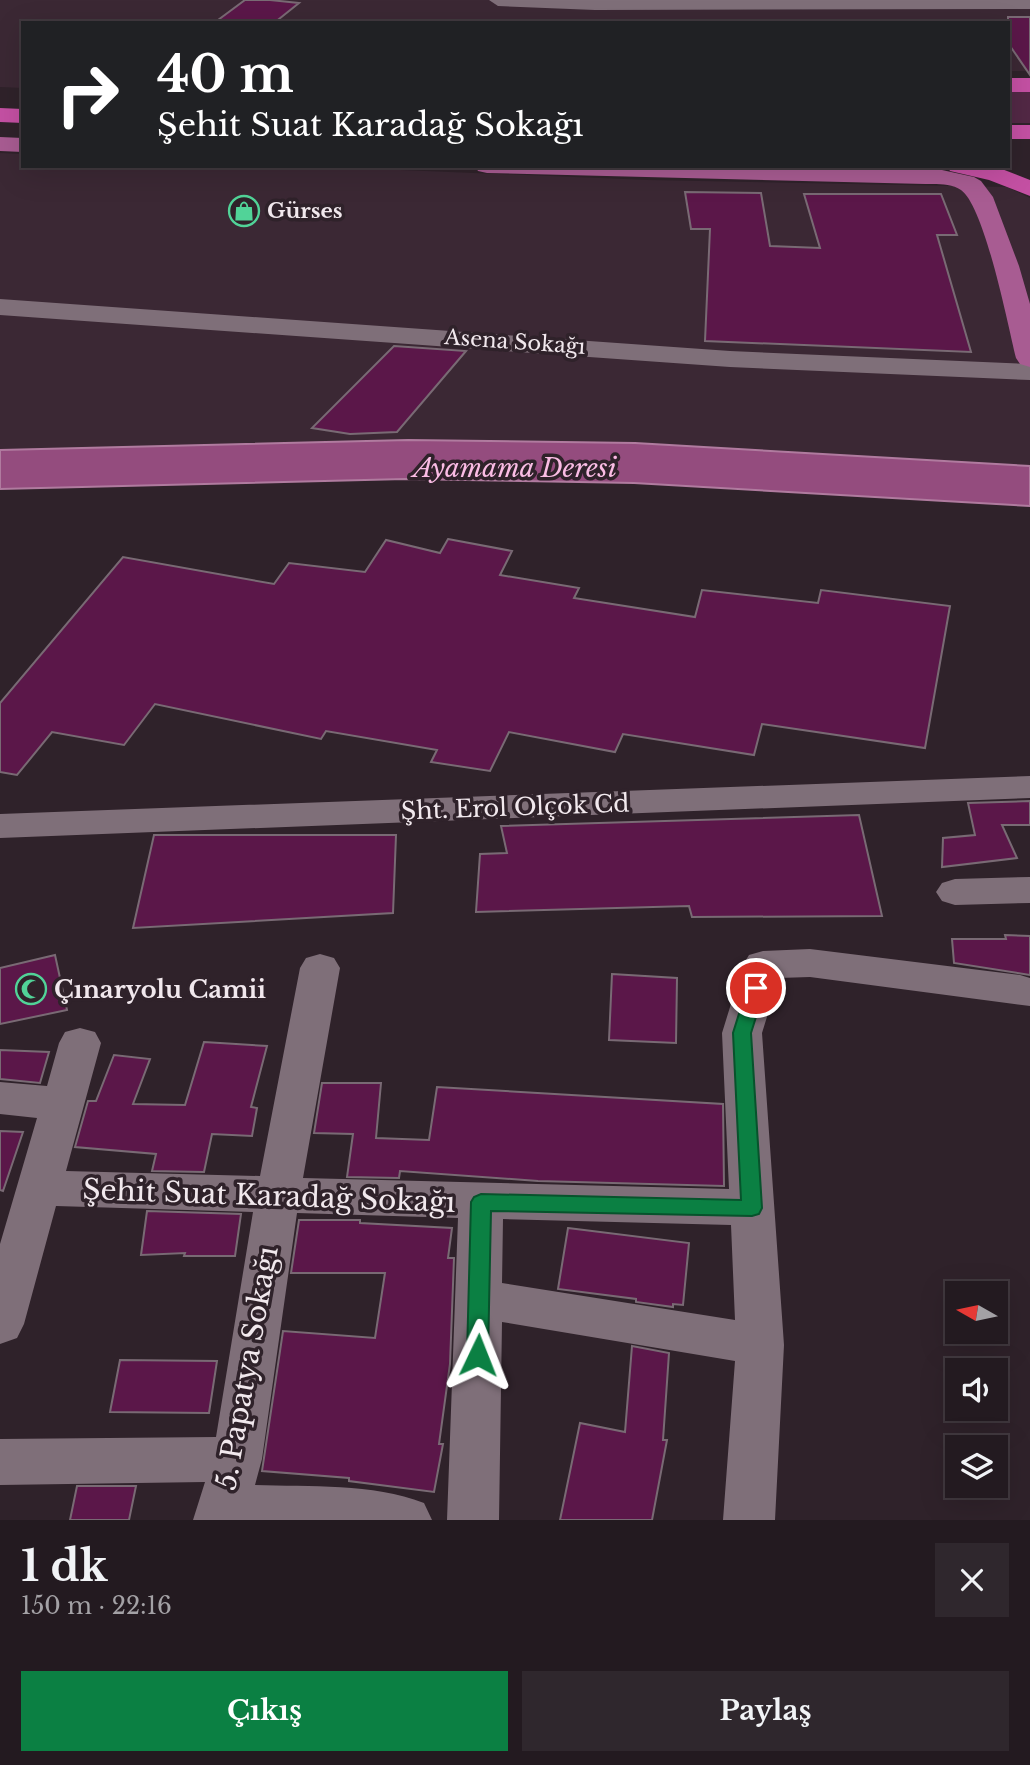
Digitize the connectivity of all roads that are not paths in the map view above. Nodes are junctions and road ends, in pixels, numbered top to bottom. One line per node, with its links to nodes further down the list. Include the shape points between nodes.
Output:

━━━━━━━━

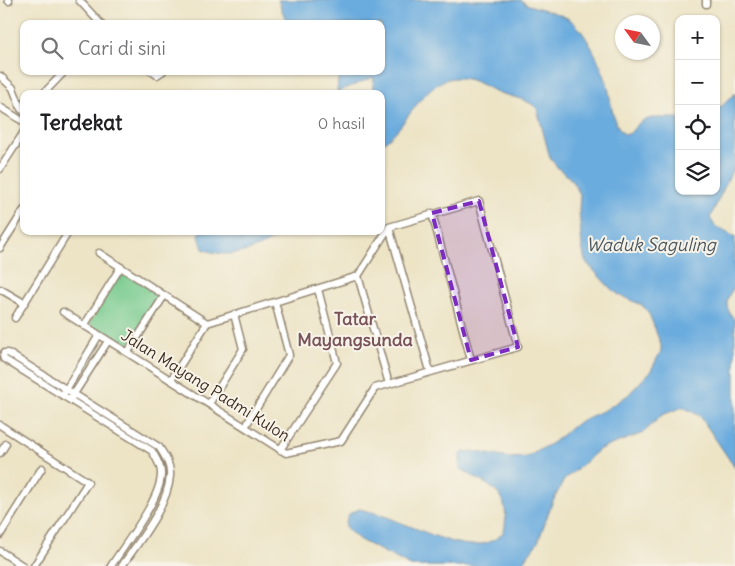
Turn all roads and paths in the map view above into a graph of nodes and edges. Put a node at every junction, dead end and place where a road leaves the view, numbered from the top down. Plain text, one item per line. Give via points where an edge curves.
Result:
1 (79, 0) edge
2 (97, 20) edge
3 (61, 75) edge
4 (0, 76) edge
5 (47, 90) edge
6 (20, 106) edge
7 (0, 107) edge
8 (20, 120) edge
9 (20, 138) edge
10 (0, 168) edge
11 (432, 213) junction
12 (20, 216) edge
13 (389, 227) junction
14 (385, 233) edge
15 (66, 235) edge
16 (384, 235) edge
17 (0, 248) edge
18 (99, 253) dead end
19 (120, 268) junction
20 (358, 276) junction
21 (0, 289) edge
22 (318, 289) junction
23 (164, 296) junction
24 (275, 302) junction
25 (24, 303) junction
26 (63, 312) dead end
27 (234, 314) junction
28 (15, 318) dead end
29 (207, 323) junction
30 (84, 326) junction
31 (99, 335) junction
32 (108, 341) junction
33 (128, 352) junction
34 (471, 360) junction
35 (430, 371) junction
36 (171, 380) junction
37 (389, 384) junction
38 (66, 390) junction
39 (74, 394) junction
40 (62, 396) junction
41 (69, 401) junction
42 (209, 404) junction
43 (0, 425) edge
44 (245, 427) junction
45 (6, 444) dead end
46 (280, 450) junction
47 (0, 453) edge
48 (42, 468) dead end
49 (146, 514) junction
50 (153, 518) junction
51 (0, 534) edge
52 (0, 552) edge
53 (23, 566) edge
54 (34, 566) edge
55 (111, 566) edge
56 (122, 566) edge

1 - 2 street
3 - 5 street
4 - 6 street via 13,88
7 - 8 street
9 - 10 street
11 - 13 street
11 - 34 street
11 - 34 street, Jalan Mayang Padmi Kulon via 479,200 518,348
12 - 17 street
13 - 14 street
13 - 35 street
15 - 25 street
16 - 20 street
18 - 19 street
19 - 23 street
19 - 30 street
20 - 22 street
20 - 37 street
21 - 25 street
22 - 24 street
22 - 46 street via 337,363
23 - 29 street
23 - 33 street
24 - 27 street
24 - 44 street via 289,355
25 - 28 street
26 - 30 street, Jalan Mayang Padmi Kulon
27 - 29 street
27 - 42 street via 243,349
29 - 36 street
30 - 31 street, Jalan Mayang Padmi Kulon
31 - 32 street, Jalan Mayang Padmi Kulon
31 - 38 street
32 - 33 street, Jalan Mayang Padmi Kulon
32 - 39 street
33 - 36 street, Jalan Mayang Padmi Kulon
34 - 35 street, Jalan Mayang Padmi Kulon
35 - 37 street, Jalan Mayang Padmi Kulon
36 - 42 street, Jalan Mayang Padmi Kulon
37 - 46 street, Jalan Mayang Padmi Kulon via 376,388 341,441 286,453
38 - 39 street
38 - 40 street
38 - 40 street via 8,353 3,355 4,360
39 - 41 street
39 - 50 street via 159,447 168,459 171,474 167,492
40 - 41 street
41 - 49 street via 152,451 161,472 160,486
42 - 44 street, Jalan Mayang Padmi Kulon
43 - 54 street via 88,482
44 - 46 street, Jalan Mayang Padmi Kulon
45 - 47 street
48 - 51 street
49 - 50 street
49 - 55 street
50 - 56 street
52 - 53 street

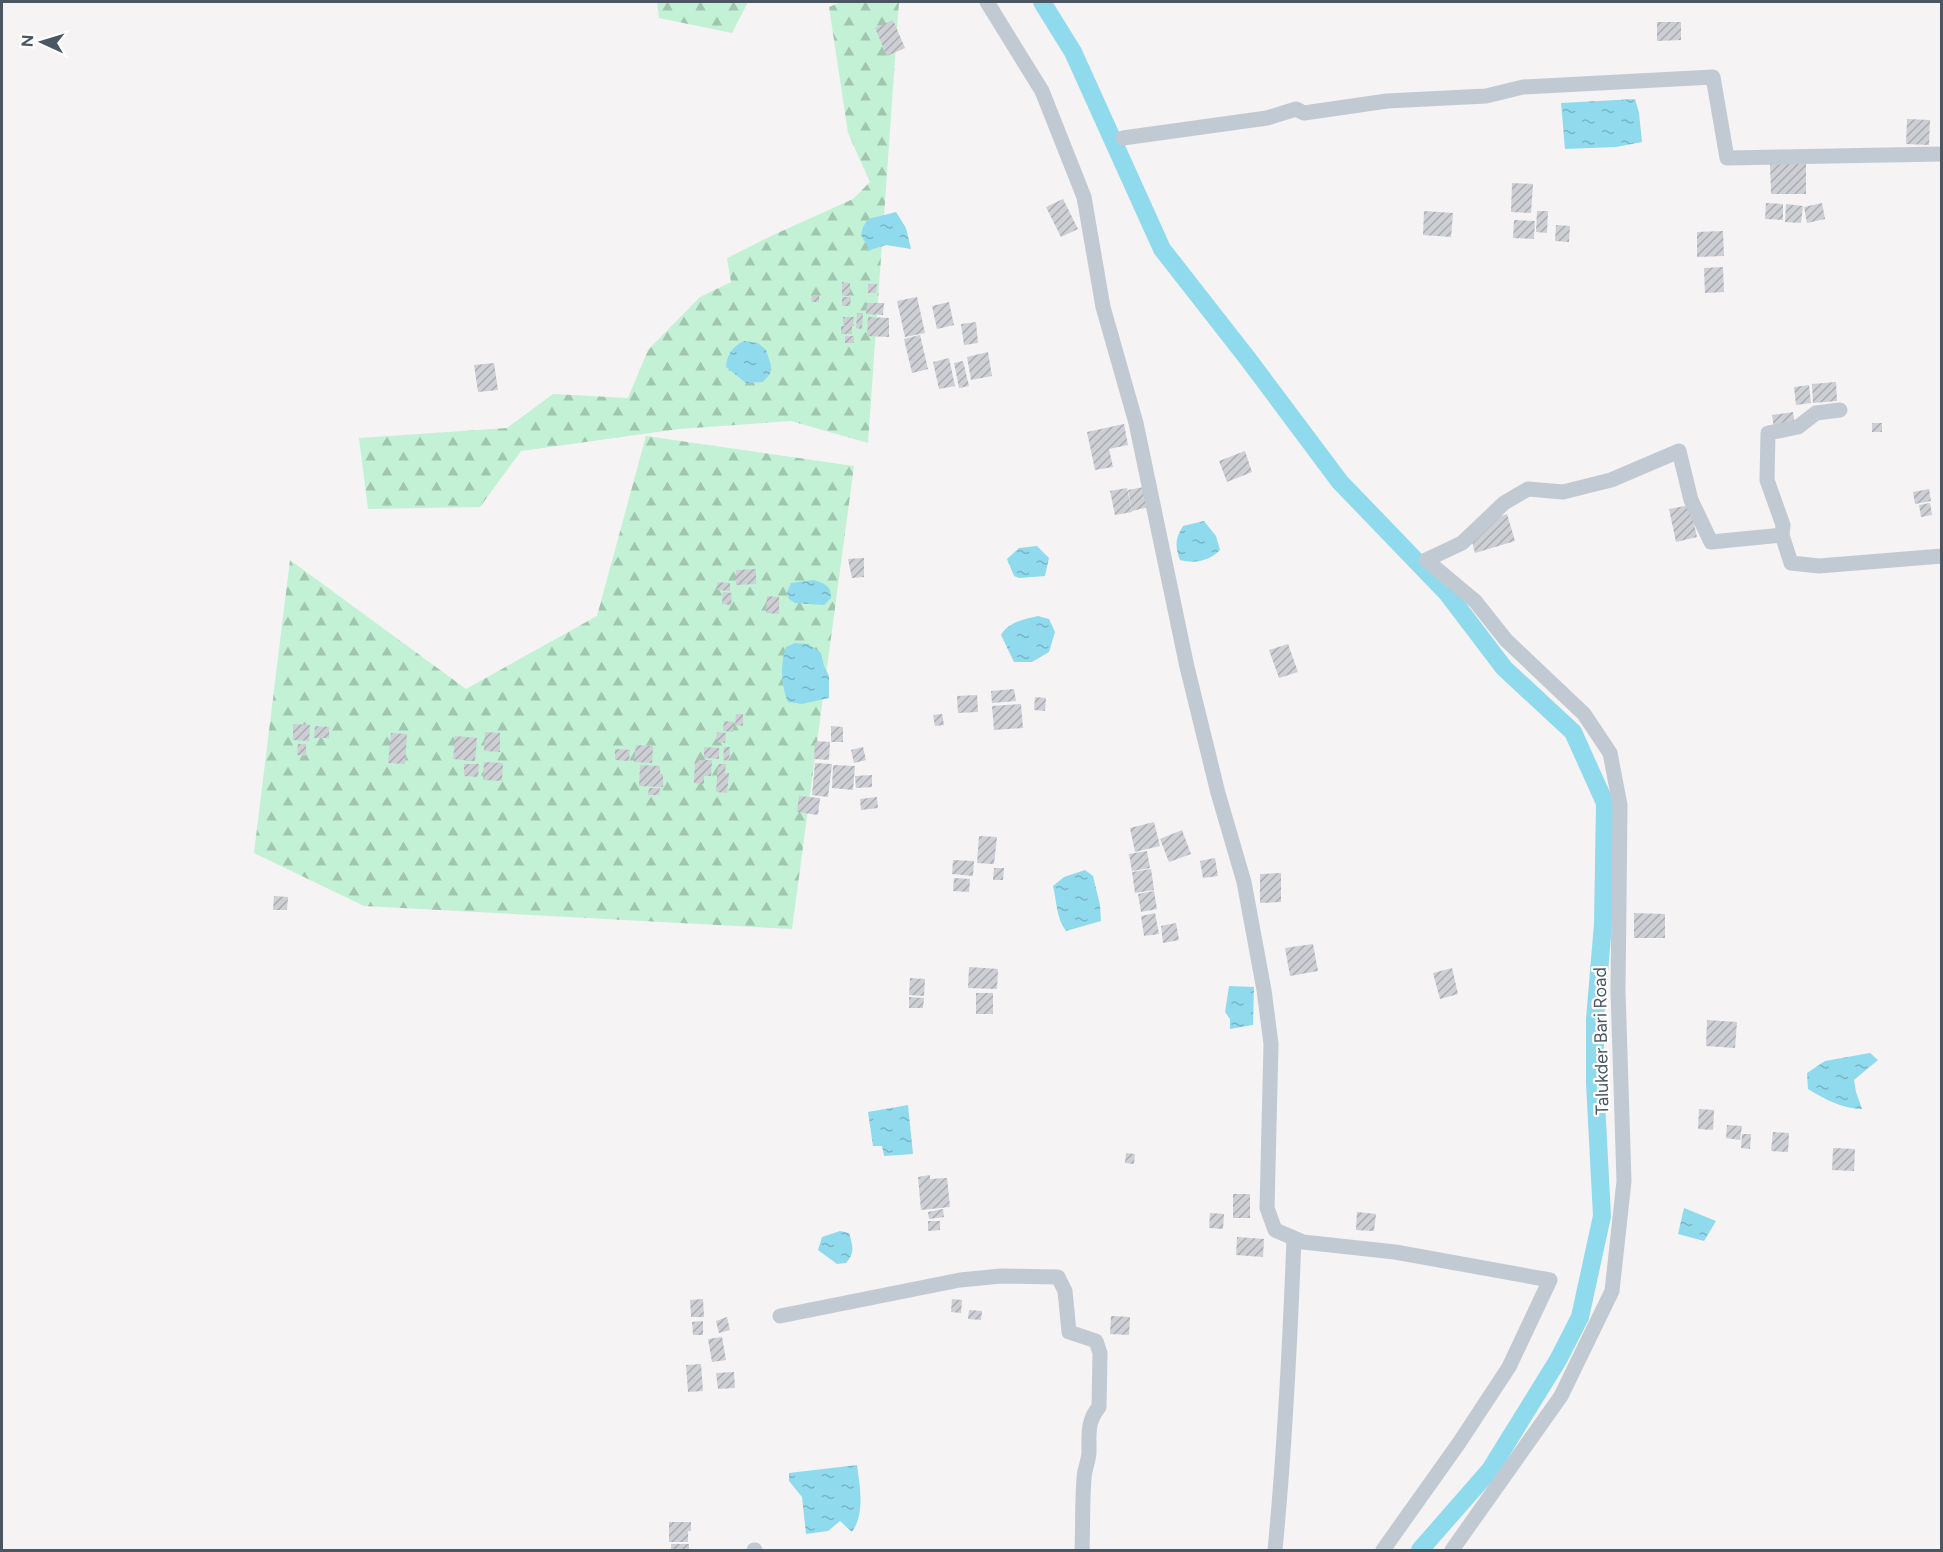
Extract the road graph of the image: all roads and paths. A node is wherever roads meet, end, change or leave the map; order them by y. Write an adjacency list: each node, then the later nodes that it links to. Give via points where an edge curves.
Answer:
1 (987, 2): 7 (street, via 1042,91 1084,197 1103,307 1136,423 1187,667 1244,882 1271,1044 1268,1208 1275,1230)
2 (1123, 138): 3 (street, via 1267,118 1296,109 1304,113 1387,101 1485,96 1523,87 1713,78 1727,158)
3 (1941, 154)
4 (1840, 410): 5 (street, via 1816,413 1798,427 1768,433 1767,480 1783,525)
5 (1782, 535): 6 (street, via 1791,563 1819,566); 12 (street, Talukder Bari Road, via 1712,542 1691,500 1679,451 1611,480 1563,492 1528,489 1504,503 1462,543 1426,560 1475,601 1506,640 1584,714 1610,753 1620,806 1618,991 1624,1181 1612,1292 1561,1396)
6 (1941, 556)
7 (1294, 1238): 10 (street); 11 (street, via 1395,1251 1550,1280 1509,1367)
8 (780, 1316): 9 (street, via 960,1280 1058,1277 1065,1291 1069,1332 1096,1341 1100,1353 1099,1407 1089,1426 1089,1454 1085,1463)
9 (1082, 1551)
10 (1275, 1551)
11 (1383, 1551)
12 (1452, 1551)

━━━━━━━━

Exercise requirements ▸ Only the count, no other text: how many lines in the listing above hold "Give"?

Solution for this task ▸ 2